The Weaver team writes in Nature that the satellites were easy to see in the Hubble pictures. "That was somewhat surprising because ground-based observers had been trying for more than a decade to find new satellites around Pluto," says Max Mutchler, from the Space Telescope Science Institute in Baltimore, and the first person to spot the moons in the May 2005 images. "But I felt almost certain even when I first saw them that they were real objects - not any sort of artifact - and that they were exhibiting orbital motion around Pluto."

That orbital motion - inferred from the different locations of the moons in pictures taken May 15 and May 18 - is what convinced scientists that they were indeed looking at moons and not stray light, cosmic rays or other Kuiper Belt objects that happened to be passing by.

"If we assumed the orbits were circular and in the same orbit plane as Charon, we could predict the exact positions of the objects on the second day," says Dr.
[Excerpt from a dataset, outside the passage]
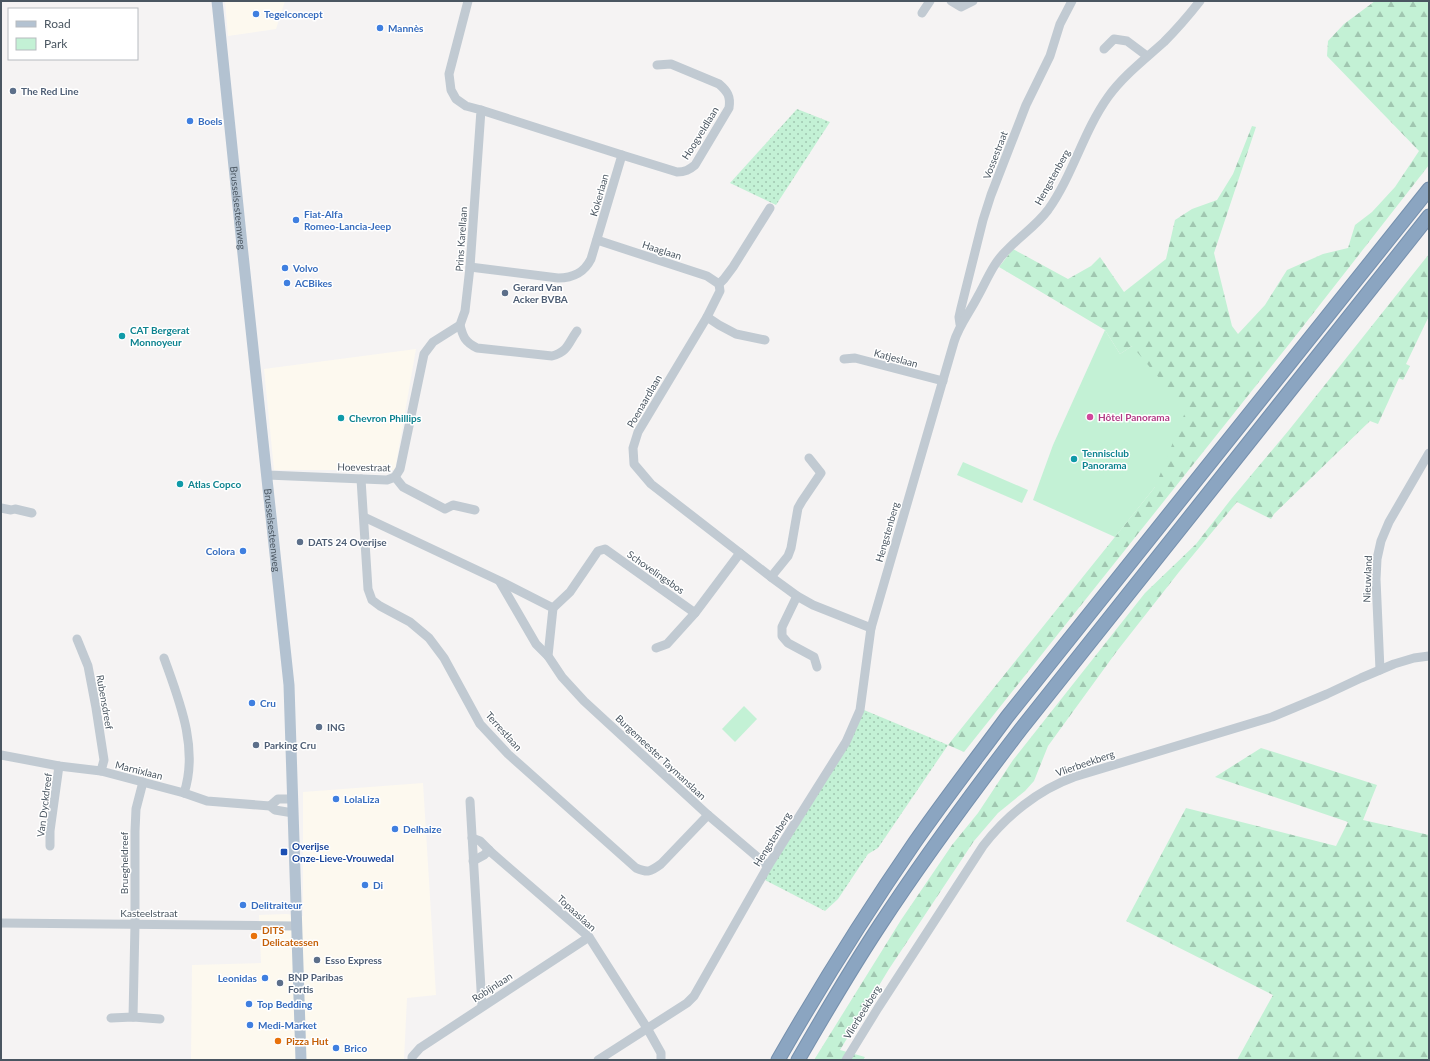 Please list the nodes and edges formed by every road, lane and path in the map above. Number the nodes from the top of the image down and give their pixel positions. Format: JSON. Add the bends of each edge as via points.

William Merline, a co-author and discovery team member from Southwest Research Institute (SwRI). "When the objects on the second day appeared almost exactly where we predicted, we were convinced - no two artifacts could follow the rules of orbital physics that Śreal' objects must obey."

"The presence of the new moons in orbits with so many similarities to Charon's sheds light on the formation and evolution of the Pluto system, as well as on the process by which satellites are formed in the Kuiper Belt," says SwRI's Stern, who is principal investigator of the New Horizons mission.

The new moons will be important targets of New Horizons, which was launched Jan. 19 to provide the first detailed reconnaissance of Pluto and the Kuiper Belt. The New Horizons spacecraft will fly within several thousand miles of Pluto and its moons in July 2015.

Weaver says the APL-built Long Range Reconnaissance Imager (LORRI) telescopic camera on New Horizons should be able to probe the new moons and resolve surface features down to 600 yards wide. These observations build on primary mission science plans to characterize the global geology and geomorphology of Pluto and Charon, map their surface compositions and temperatures, and examine Pluto's atmospheric composition and structure. New Horizons also will map the two smaller satellites in color and black-and white, and map their surface compositions and temperatures.

"We're getting four fascinating targets for the price of two," says Weaver. "The opportunity to explore the Śbookends' of Kuiper Belt object size distribution, with Pluto and Charon at one end and P1 and P2 at the other, is an unexpected treat."

The team is already analyzing the new Hubble images, which confirm the results published in the Nature paper and provide the most detailed view yet of this fascinating mini solar system. Hubble is scheduled to take another set of Pluto images in early March.

"The more we learn about the orbits and physical properties of P1 and P2, the better we can fine-tune our spacecraft investigation and focus on the objectives that are impossible to achieve from Earth-based observations," says Stern.

The Hubble Pluto companion search team also includes Dr. Marc Buie of Lowell Observatory, Flagstaff, Ariz., and Dr. John Spencer, Dr. Eliot Young, Dr. Leslie Young and Dr. Andrew Steffl of Southwest Research Institute, Boulder.

New Horizons is the first mission in NASA's New Frontiers Program of medium-class spacecraft exploration projects. Stern leads the mission and science team as principal investigator. APL manages the mission for NASA's Science Mission Directorate and is operating the spacecraft in flight.